Parasite: Movie Review

parasite-movie-image-3Parasite (original title: Gisaengchung) is a 2019 Korean film directed by Bong Joon-ho (which won the Palme d’Or at the Cannes Film Festival) and it’s spectacular like all the movies directed by this man. End of the review, please go and see it. I could really end my review here since all I can do is praise this film in which I haven’t seen a single issue, I left the cinema stunned, I almost didn’t believe it: what a movie! And what is Parasite about?

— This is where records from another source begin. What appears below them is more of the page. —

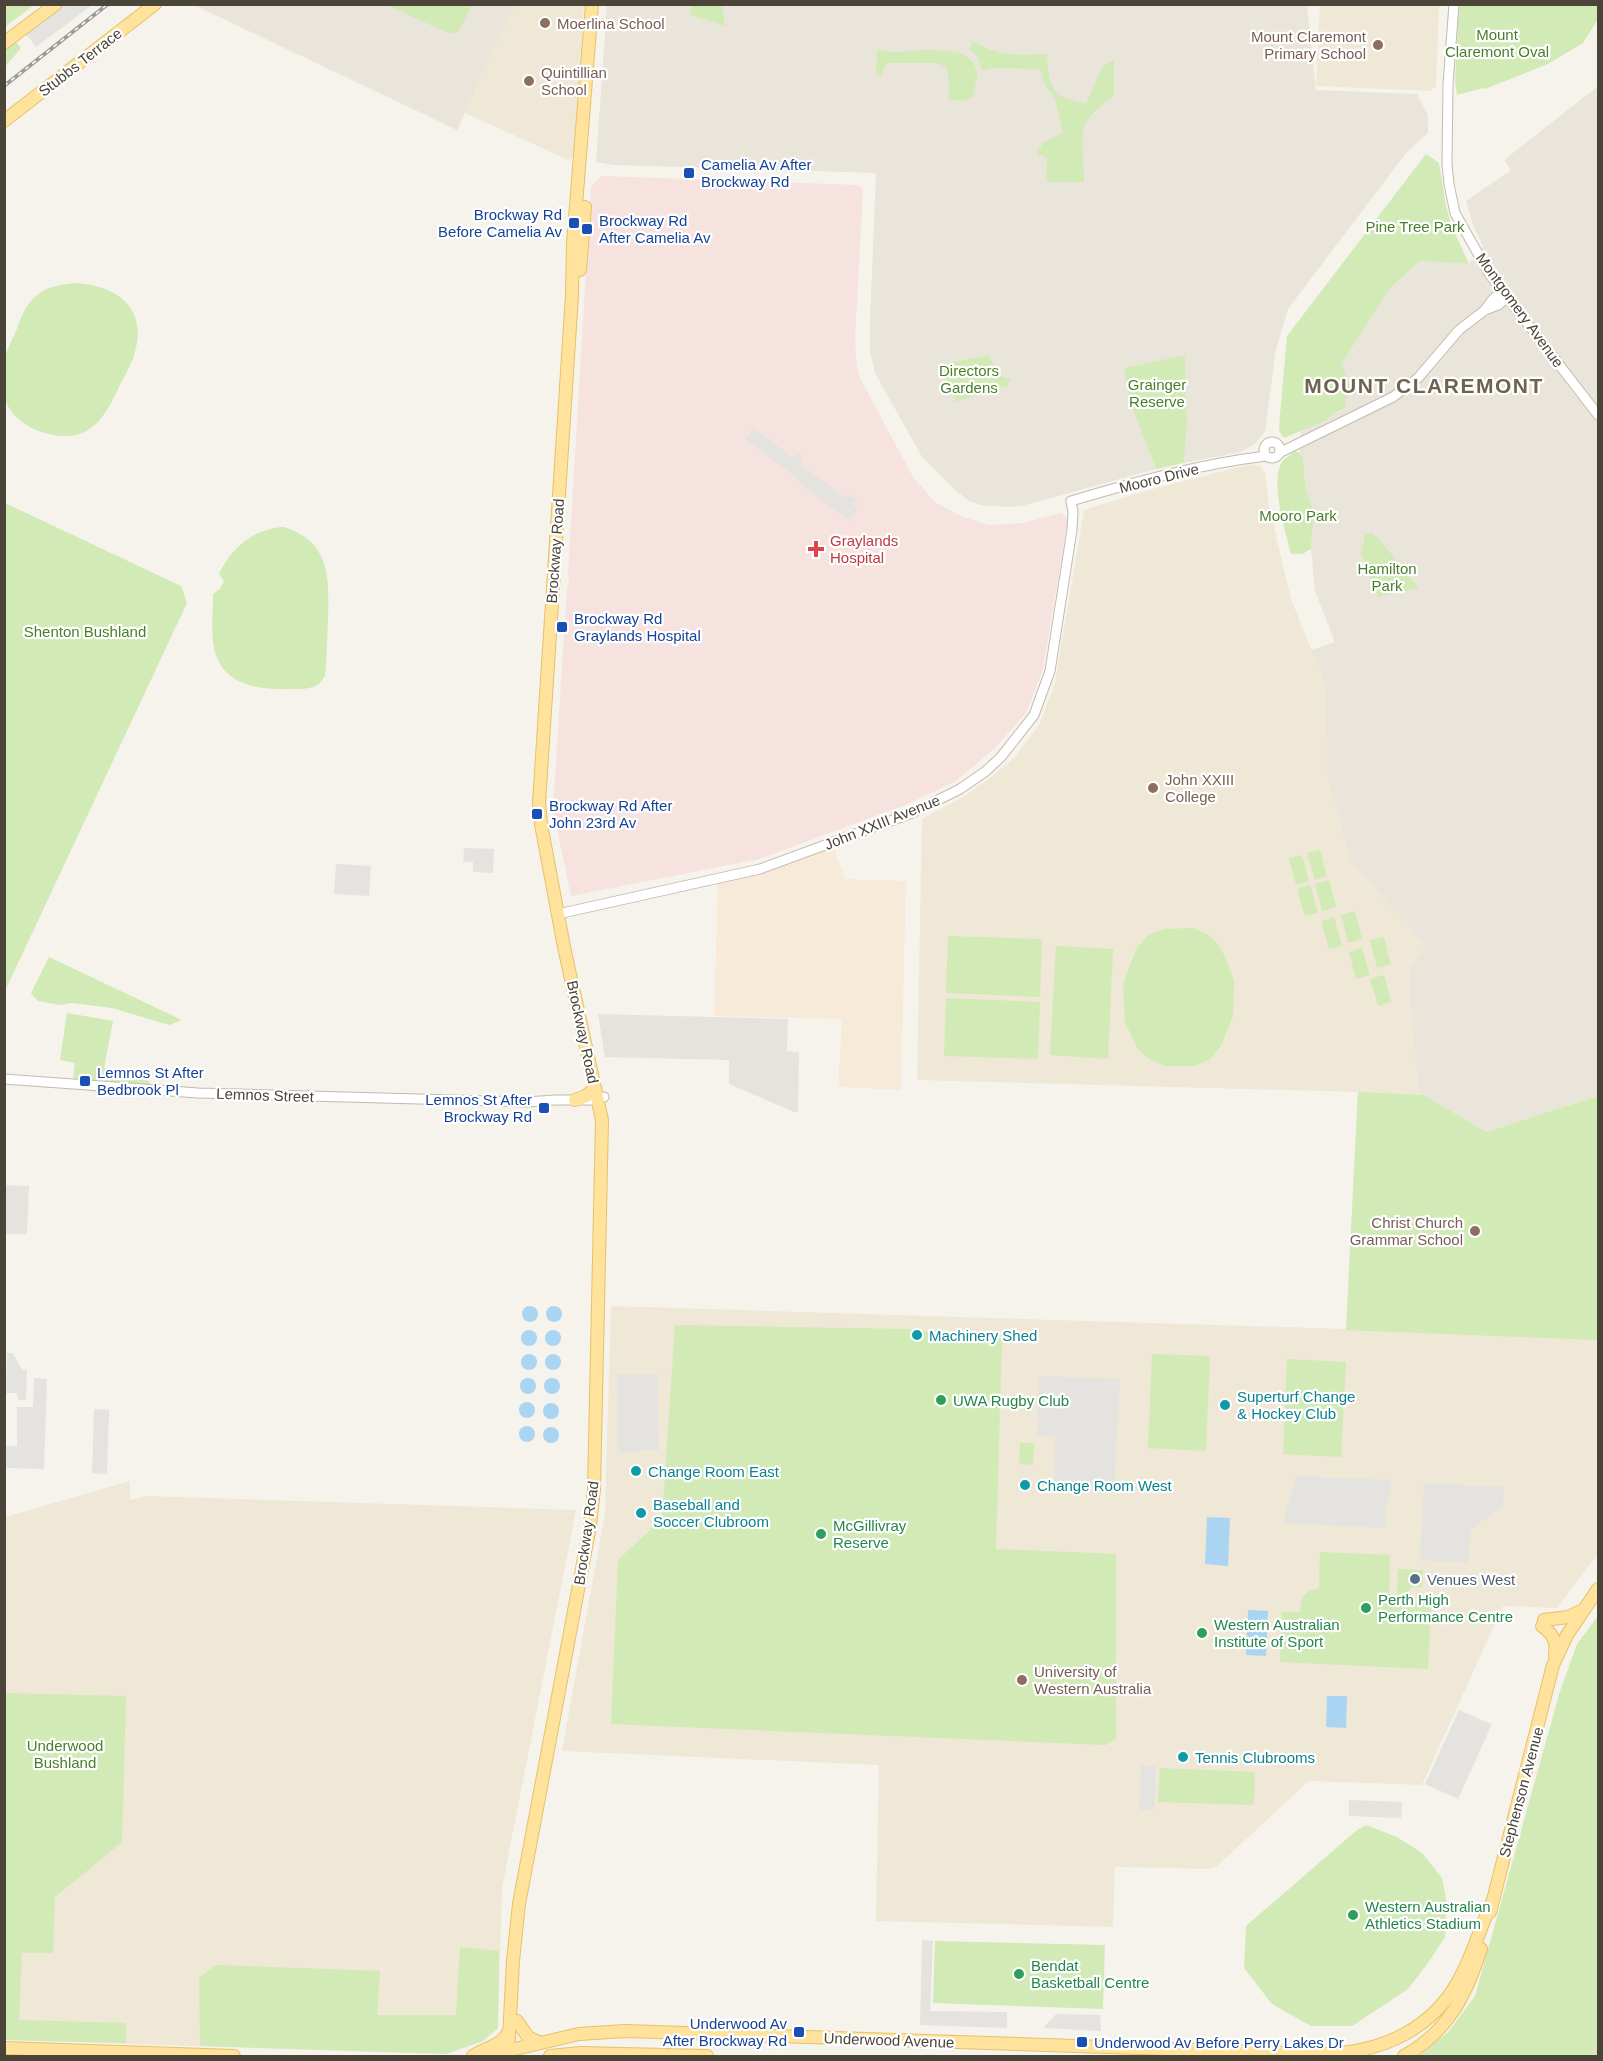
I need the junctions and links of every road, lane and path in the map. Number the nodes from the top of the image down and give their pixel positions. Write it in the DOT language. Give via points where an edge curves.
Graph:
graph roads {
  1 [pos="45,4"];
  2 [pos="56,4"];
  3 [pos="145,4"];
  4 [pos="155,4"];
  5 [pos="592,4"];
  6 [pos="598,4"];
  7 [pos="1447,4"];
  8 [pos="1454,4"];
  9 [pos="4,35"];
  10 [pos="4,43"];
  11 [pos="1446,84"];
  12 [pos="4,112"];
  13 [pos="4,121"];
  14 [pos="1506,294"];
  15 [pos="1599,415"];
  16 [pos="1280,448"];
  17 [pos="1265,451"];
  18 [pos="1071,501"];
  19 [pos="562,913"];
  20 [pos="4,1079"];
  21 [pos="600,1098"];
  22 [pos="575,1100"];
  23 [pos="526,1102"];
  24 [pos="1599,1589"];
  25 [pos="1599,1602"];
  26 [pos="1584,1610"];
  27 [pos="1553,1665"];
  28 [pos="1551,1680"];
  29 [pos="1491,1904"];
  30 [pos="513,2026"];
  31 [pos="611,2031"];
  32 [pos="1399,2038"];
  33 [pos="540,2043"];
  34 [pos="4,2048"];
  35 [pos="1053,2051"];
  36 [pos="512,2053"];
  37 [pos="610,2054"];
  38 [pos="1238,2054"];
  39 [pos="234,2056"];
  40 [pos="473,2056"];
  41 [pos="485,2056"];
  42 [pos="550,2056"];
  43 [pos="707,2056"];
  44 [pos="1407,2056"];
  1 -- 9 [label="main road"];
  2 -- 10 [label="main road"];
  3 -- 12 [label="main road, Stubbs Terrace"];
  4 -- 13 [label="main road, Stubbs Terrace"];
  5 -- 19 [label="main road, Brockway Road" via="573,243 539,803"];
  6 -- 19 [label="main road, Brockway Road" via="545,793"];
  7 -- 11 [label="street, Montgomery Avenue"];
  8 -- 11 [label="street, Montgomery Avenue"];
  11 -- 14 [label="street, Montgomery Avenue" via="1443,152 1455,213 1480,259"];
  14 -- 15 [label="street, Montgomery Avenue"];
  14 -- 16 [label="street, Mooro Drive" via="1498,306 1485,310 1452,338 1406,388 1382,404"];
  16 -- 17 [label="street, Mooro Drive" via="1272,442"];
  16 -- 17 [label="street, Mooro Drive" via="1275,458 1270,459"];
  17 -- 18 [label="street, Mooro Drive"];
  18 -- 19 [label="street, John XXIII Avenue" via="1072,530 1050,670 1034,715 986,771 912,813 760,869"];
  19 -- 21 [label="main road, Brockway Road"];
  20 -- 23 [label="street, Lemnos Street" via="198,1094"];
  21 -- 22 [label="main road" via="585,1096"];
  21 -- 23 [label="street, Lemnos Street" via="577,1106"];
  21 -- 30 [label="main road, Brockway Road" via="608,1134 598,1510 525,1893"];
  22 -- 23 [label="street, Lemnos Street"];
  24 -- 26 [label="main road, Stephenson Avenue"];
  25 -- 28 [label="main road, Stephenson Avenue"];
  26 -- 27 [label="main road, Stephenson Avenue"];
  26 -- 27 [label="main road" via="1543,1623 1555,1641"];
  27 -- 28 [label="main road, Stephenson Avenue"];
  28 -- 29 [label="main road, Stephenson Avenue"];
  29 -- 32 [label="main road, Stephenson Avenue" via="1454,1989 1427,2019"];
  29 -- 44 [label="main road, Stephenson Avenue" via="1486,1933 1463,1997 1440,2029"];
  30 -- 33 [label="main road"];
  30 -- 36 [label="main road, Brockway Road"];
  30 -- 40 [label="main road" via="500,2044"];
  31 -- 33 [label="main road, Underwood Avenue"];
  31 -- 35 [label="main road, Underwood Avenue"];
  31 -- 37 [label="main road"];
  32 -- 38 [label="main road, Underwood Avenue" via="1343,2054"];
  32 -- 44 [label="street"];
  33 -- 36 [label="main road, Underwood Avenue"];
  34 -- 39 [label="main road"];
  35 -- 38 [label="main road, Underwood Avenue"];
  36 -- 41 [label="main road, Underwood Avenue"];
  37 -- 42 [label="main road"];
  37 -- 43 [label="main road"];
}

It’s about a lot of things but above all, as the title says, about parasites. At the centre of the story there’s a family that lives in a basement invaded by cockroaches and with drunks who pee on their windows. The family is composed by father Kim Ki-taek (Kang-ho Song), mother Chung-sook (Hye-jin Jang), son Ki-woo (Woo-sik Choi), and daughter Ki-jeong (So-dam Park), all unemployed and trying to survive with temporary and poorly paid jobs (when they don’t try to use the neighbors’ wifi). One day, here comes a golden opportunity for Ki-woo: his friend Min-hyuk (Seo-joon Park) offers to replace him as the English teacher of the young daughter in a rich family. This is the beginning of a series of misfortunes and misdeeds so long that you won’t believe it: it’s surprising, tragic, and funny at the same time and I I have no intention of putting spoilers in this review in case you haven’t seen the movie. I will only say that it’s such an escalation that two hours seemed like ten minutes at the cinema!

But not only the plot is brilliant: there’s also a social commentary that is anything but banal! That had to be expected, the director is at ease with satire. Just think of his 2013 Hollywood incursion, Snowpiercer, another political and satyrical movie, even if pertaining to a completely different genre (science fiction, specifically).

Parasite is a comedy, a drama and a tragedy and its plot is an excuse to talk about society and its current division into classes that can be summarized with the simple but terrible rich / poor dichotomy. The movie illustrates the two parallel worlds in which these two classes live without ever touching each other, as entire groups of people are forced to live like parasites of others, thus creating a hatred that transversely pervades the whole society which is (mostly) peaceful only by chance. In fact, Bong Joon-ho seems to suggest that violence is the inevitable result of the contact between different social classes (which in the film is due to a series of fortuitous events), and that even within the same class the survival of the fittest is the only rule.

It’s cool to see how Kim Ki-taek’s family admires the wealthy family: they appreciate their values ​​and, above all, their possessions, but at the same time they envy and despise them for their naivety and their racism (the smell of the poor is so different from that of the rich!). But how to blame these people? Kim Ki-taek and the rest of his family only try to survive in a society that offered them nothing, as did the servant (Jeong-eun Lee) of the family of Park Dong-ik (Sun-kyun Lee). At the same time, the latter is not a bad person, but despises (like everyone else) what he doesn’t know and perceives as different. The naivety of Park and his wife derives from not having had to fight to get what they have: everything has been easy for them, unlike for the others who even have to fear rain, given where they live!

In short, Parasite is a sublime movie where an imaginative script entertains, moves and makes the viewer think at the same time. The direction, the actors, the soundtrack (there’s even a vintage song by Gianni Morandi!), the cinematography… everything is perfect in this film that I can’t wait to watch again already! Ciao!